** Data section follows **

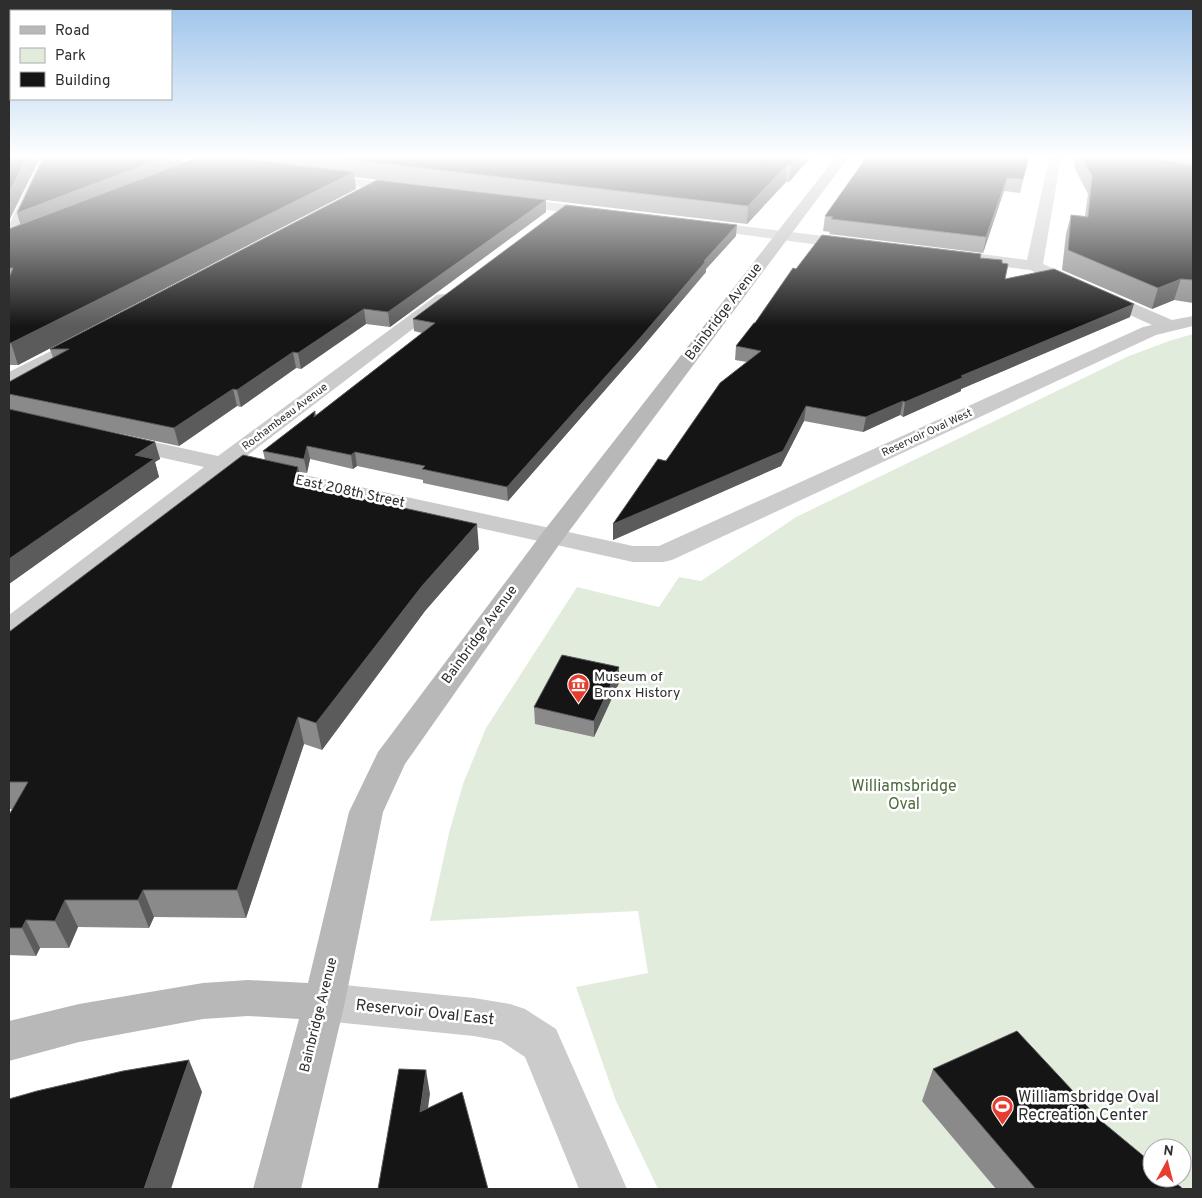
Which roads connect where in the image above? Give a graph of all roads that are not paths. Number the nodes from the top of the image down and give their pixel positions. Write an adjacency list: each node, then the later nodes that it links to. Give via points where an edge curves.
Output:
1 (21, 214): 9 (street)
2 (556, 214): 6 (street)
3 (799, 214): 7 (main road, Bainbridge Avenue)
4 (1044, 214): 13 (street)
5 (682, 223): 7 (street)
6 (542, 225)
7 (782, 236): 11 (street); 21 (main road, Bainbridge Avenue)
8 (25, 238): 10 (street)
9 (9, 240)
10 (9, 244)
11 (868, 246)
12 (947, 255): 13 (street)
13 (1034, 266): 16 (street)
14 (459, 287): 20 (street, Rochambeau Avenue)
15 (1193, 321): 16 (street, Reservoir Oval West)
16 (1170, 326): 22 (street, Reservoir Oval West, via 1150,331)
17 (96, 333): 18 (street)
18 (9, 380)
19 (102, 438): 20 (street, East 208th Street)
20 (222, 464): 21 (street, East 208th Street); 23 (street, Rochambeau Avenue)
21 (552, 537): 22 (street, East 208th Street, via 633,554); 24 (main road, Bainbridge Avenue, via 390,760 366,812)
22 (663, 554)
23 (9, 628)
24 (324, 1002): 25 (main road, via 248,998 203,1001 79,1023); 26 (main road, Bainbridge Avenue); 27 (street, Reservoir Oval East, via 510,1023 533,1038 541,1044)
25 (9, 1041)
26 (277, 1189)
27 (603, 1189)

** End of Data section **

§ **What to do**
No picture should be included when the data are set down again exactly.

§ **Answer section**
Which roads connect where in the image above? Give a graph of all roads that are not paths. Number the nodes from the top of the image down and give their pixel positions. Write an adjacency list: each node, then the later nodes that it links to. Give via points where an edge curves.
Output:
1 (21, 214): 9 (street)
2 (556, 214): 6 (street)
3 (799, 214): 7 (main road, Bainbridge Avenue)
4 (1044, 214): 13 (street)
5 (682, 223): 7 (street)
6 (542, 225)
7 (782, 236): 11 (street); 21 (main road, Bainbridge Avenue)
8 (25, 238): 10 (street)
9 (9, 240)
10 (9, 244)
11 (868, 246)
12 (947, 255): 13 (street)
13 (1034, 266): 16 (street)
14 (459, 287): 20 (street, Rochambeau Avenue)
15 (1193, 321): 16 (street, Reservoir Oval West)
16 (1170, 326): 22 (street, Reservoir Oval West, via 1150,331)
17 (96, 333): 18 (street)
18 (9, 380)
19 (102, 438): 20 (street, East 208th Street)
20 (222, 464): 21 (street, East 208th Street); 23 (street, Rochambeau Avenue)
21 (552, 537): 22 (street, East 208th Street, via 633,554); 24 (main road, Bainbridge Avenue, via 390,760 366,812)
22 (663, 554)
23 (9, 628)
24 (324, 1002): 25 (main road, via 248,998 203,1001 79,1023); 26 (main road, Bainbridge Avenue); 27 (street, Reservoir Oval East, via 510,1023 533,1038 541,1044)
25 (9, 1041)
26 (277, 1189)
27 (603, 1189)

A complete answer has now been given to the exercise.